Task requirements
Using "roads" as the search string, find the matching lines below and copy them.

Listed records
....
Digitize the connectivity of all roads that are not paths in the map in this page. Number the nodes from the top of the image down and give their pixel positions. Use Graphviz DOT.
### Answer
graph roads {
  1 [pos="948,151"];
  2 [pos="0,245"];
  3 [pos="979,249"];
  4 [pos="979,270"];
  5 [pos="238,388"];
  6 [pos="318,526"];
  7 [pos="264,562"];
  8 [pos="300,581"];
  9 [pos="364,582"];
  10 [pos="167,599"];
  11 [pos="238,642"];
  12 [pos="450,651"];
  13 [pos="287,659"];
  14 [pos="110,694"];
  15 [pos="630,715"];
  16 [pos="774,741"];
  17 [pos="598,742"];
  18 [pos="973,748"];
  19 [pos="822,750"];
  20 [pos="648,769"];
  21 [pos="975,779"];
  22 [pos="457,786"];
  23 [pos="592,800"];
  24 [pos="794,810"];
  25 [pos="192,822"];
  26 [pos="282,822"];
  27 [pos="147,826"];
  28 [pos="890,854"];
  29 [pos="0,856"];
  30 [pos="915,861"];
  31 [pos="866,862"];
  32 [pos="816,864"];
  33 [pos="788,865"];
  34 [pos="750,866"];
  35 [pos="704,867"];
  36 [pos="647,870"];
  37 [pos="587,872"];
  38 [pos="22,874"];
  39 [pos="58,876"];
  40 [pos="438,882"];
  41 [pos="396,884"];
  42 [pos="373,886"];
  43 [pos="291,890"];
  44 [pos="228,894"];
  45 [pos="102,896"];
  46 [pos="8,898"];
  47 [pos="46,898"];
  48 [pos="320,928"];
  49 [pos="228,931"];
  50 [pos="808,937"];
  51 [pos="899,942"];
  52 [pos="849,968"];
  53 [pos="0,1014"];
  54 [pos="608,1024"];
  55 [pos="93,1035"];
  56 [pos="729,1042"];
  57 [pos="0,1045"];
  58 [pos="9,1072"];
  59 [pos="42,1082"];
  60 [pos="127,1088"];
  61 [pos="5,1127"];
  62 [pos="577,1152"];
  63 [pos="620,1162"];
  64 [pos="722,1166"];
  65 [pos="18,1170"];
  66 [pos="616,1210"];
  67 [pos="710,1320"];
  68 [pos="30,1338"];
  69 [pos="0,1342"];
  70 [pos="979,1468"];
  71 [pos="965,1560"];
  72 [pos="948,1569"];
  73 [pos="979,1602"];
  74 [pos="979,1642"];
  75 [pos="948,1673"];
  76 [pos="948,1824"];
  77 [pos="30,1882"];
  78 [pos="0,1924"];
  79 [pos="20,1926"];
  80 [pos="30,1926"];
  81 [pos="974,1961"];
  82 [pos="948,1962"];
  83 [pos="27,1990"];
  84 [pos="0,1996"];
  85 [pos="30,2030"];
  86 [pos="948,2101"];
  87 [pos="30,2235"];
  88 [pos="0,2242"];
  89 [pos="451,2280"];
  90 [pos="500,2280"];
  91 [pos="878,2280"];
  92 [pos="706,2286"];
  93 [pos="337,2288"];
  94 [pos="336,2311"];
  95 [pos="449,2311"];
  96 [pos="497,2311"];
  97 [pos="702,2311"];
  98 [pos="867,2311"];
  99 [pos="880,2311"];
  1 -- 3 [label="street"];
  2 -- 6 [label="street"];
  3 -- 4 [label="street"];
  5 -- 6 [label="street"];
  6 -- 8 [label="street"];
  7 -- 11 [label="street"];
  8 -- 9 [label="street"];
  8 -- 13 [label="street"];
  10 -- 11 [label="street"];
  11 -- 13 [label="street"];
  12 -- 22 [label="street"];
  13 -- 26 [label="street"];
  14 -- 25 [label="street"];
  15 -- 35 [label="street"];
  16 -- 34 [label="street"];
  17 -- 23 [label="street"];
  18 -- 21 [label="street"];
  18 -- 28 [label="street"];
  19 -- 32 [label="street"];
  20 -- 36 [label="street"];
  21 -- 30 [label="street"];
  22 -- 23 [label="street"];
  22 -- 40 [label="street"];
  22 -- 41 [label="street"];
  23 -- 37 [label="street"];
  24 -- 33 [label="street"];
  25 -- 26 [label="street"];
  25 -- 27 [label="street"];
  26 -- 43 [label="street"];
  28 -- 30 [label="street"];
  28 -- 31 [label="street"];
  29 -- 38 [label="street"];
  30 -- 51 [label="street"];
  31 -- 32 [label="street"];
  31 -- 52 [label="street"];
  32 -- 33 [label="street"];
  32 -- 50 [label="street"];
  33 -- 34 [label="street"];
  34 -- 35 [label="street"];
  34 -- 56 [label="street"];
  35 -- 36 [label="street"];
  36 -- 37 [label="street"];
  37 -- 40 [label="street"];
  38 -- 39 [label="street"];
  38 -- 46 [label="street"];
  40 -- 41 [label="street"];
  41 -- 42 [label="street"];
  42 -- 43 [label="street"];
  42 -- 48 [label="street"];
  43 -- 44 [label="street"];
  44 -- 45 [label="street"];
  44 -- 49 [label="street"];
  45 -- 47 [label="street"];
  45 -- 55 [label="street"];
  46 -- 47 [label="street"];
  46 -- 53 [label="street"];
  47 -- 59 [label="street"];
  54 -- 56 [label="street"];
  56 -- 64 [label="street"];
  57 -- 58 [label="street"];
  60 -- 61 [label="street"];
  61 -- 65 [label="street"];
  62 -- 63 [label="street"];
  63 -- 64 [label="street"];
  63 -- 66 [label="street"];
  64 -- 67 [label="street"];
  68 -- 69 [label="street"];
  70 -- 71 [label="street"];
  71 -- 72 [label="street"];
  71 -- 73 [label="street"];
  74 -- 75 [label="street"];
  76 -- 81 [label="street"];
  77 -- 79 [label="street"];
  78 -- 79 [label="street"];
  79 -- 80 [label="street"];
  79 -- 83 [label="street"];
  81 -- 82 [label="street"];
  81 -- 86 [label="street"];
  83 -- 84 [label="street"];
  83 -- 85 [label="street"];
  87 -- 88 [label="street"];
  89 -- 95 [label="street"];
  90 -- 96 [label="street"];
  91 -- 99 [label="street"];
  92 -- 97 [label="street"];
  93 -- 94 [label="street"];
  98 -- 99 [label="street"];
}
....
Exercise solution
Digitize the connectivity of all roads that are not paths in the map in this page. Number the nodes from the top of the image down and give their pixel positions. Use Graphviz DOT.
graph roads {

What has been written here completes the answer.